Gorna Malina Municipality (Община Горна Малина) is a municipality in Sofia Province, central western Bulgaria. Covering a territory of 295.4 km^{2}, it is the eleventh largest of the 22 municipalities in the province and takes 4.17% of its total area. It is among the few municipalities of Bulgaria that consists only of villages.

== Geography ==
The relief of the municipality is varied. To the north lies the main ridge of the Balkan Mountains. In the central part are located the easternmost reaches of the Sofia Valley and the entirety of the small Saranska and Kamarska Valleys, all of them part of the Sub-Balkan valleys. To the south are the northern slopes of the Sredna Gora mountain range. The highest point is the summit of Zvezdets (1,655 m) in the Balkan Mountains.

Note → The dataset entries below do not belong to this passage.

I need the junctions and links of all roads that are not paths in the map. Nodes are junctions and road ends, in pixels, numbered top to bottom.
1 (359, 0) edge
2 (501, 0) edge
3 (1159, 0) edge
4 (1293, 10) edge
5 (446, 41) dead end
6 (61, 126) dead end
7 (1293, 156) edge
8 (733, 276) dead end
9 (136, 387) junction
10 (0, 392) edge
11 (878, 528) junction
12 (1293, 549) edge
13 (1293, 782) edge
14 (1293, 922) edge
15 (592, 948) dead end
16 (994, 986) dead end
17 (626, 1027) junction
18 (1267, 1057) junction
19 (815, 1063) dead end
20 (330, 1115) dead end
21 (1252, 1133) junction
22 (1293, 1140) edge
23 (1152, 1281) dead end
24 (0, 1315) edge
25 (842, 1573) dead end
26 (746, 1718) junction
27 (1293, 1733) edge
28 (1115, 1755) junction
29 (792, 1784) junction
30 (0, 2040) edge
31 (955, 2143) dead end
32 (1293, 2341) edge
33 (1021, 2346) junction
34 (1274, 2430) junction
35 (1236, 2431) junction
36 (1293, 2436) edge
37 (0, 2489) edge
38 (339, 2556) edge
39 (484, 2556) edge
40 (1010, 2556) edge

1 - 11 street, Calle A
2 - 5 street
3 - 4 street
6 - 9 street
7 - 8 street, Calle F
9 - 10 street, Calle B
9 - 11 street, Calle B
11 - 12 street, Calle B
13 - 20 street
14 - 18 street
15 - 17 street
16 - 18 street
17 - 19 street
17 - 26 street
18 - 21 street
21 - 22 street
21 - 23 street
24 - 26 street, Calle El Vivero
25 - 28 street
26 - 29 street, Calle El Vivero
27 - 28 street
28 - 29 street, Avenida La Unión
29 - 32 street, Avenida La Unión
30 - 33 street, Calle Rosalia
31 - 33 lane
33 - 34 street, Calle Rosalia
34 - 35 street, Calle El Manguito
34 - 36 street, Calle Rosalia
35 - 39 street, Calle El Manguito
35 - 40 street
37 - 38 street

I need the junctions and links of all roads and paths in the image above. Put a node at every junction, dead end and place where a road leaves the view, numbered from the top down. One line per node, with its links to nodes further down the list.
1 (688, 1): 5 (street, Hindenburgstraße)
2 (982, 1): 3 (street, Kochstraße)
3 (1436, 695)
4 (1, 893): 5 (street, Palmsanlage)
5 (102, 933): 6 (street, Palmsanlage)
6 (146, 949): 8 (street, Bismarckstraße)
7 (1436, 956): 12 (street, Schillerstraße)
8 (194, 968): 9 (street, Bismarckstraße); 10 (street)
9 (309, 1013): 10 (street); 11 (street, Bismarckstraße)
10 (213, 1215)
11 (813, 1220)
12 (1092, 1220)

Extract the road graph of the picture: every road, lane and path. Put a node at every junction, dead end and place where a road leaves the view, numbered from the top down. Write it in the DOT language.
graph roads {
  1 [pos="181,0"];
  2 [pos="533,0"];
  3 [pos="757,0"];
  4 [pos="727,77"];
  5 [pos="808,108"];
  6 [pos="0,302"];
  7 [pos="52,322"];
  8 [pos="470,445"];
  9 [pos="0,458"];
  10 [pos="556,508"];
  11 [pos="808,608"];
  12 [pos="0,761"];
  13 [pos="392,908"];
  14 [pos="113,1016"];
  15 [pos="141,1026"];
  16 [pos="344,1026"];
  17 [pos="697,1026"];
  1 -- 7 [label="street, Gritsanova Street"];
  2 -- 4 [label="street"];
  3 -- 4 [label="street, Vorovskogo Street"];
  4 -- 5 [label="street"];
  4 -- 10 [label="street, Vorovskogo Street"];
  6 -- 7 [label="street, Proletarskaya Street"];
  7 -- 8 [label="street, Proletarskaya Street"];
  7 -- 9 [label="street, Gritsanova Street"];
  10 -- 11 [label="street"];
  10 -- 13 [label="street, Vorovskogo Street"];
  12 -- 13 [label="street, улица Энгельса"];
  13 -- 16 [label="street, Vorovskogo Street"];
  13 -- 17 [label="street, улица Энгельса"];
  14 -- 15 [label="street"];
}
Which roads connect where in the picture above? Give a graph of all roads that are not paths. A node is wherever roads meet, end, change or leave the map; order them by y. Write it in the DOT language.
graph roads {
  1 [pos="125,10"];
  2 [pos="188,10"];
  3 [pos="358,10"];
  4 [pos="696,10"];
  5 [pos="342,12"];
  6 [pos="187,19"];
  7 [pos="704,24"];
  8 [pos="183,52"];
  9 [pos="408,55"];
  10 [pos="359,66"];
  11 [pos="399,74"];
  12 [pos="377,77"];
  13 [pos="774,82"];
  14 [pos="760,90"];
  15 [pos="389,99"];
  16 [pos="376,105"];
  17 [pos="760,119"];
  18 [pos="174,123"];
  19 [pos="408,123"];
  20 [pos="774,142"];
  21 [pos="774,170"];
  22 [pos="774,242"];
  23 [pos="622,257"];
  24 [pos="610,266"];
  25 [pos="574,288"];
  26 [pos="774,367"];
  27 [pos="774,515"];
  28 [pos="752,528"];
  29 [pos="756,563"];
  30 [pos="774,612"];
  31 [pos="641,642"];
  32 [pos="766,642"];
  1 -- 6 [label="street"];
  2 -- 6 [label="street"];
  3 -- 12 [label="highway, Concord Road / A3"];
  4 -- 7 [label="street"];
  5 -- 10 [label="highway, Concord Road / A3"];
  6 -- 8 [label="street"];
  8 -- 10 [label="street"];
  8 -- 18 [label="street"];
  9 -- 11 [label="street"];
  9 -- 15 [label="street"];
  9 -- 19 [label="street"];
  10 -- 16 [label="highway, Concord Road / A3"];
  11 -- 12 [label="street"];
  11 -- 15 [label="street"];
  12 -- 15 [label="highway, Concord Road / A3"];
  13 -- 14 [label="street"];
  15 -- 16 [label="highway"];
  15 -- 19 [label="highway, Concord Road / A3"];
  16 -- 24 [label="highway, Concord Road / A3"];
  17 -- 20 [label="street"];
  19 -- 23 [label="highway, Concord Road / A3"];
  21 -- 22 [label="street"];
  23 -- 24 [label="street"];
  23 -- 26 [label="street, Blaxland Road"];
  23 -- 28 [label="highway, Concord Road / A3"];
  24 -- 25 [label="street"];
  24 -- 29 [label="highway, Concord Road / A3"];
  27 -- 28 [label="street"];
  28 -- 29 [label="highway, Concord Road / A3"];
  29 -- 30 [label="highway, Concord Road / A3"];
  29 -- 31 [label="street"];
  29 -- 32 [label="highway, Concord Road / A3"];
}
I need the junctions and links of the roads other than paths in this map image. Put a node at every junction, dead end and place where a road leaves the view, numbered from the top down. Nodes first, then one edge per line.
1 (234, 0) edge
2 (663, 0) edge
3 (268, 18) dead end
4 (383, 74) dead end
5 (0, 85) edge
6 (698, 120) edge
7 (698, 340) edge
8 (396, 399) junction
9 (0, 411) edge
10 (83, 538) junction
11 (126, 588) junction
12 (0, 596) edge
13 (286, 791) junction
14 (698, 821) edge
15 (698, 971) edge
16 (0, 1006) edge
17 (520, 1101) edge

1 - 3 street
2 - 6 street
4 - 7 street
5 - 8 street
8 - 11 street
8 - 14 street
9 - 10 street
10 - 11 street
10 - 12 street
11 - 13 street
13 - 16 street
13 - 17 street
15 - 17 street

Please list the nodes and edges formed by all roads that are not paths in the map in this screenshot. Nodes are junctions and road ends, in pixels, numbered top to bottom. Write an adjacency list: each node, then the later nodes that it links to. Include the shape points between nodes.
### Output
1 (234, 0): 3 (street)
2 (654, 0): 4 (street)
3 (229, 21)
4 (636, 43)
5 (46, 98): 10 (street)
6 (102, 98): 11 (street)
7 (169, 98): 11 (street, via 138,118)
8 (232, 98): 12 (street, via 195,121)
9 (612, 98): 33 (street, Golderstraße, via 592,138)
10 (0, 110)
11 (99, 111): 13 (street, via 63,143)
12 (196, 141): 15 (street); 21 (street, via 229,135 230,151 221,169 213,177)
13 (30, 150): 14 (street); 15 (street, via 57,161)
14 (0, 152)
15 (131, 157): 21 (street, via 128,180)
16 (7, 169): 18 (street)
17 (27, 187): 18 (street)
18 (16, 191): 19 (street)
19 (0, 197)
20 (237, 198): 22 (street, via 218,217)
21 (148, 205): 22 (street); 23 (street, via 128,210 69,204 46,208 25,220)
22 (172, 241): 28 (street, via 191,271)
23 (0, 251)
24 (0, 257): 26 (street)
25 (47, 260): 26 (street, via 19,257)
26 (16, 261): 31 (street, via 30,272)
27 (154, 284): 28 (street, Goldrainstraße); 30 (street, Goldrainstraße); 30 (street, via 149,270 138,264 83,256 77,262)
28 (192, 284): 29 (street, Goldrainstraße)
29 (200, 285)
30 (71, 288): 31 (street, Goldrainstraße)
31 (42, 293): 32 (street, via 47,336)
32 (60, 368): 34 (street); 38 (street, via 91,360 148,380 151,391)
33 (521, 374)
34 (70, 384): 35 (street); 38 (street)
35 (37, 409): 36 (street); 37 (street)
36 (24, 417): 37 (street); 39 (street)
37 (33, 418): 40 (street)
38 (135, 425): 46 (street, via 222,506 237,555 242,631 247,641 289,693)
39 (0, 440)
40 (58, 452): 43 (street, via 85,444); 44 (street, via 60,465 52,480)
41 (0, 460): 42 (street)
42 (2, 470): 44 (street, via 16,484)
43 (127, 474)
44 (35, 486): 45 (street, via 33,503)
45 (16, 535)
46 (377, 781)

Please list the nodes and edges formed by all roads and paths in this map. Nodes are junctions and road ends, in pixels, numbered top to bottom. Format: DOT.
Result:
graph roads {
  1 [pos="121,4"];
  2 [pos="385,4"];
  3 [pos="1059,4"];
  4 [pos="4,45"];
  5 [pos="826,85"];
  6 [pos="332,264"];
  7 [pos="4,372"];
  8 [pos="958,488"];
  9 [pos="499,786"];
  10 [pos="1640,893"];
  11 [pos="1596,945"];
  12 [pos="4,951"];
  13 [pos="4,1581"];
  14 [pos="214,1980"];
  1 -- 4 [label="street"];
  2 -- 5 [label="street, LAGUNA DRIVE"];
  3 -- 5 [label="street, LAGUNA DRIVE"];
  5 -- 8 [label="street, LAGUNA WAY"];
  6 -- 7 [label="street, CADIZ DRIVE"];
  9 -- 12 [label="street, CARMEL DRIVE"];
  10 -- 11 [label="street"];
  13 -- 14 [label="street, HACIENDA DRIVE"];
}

Most of its territory is drained by the river Makotsevska reka, a right tributary of the Lesnovska reka, itself a right tributary of the Iskar of the Danube drainage.

== Transport ==
Gorna Malina Municipality is traversed by five roads of the national network with a total length of 67 km, including a 3.5 km section of the Hemus motorway (A2), a 48.9 km stretch of the first class I-1 road Vidin–Sofia–Blagoevgrad–Kulata, a 29 km section of the first class I-6 road Gyueshevo–Sofia–Karlovo–Burgas, the whole 9.3 km length of the third class III-1001 road, and the first 22.3 km of the third class III-6004 road.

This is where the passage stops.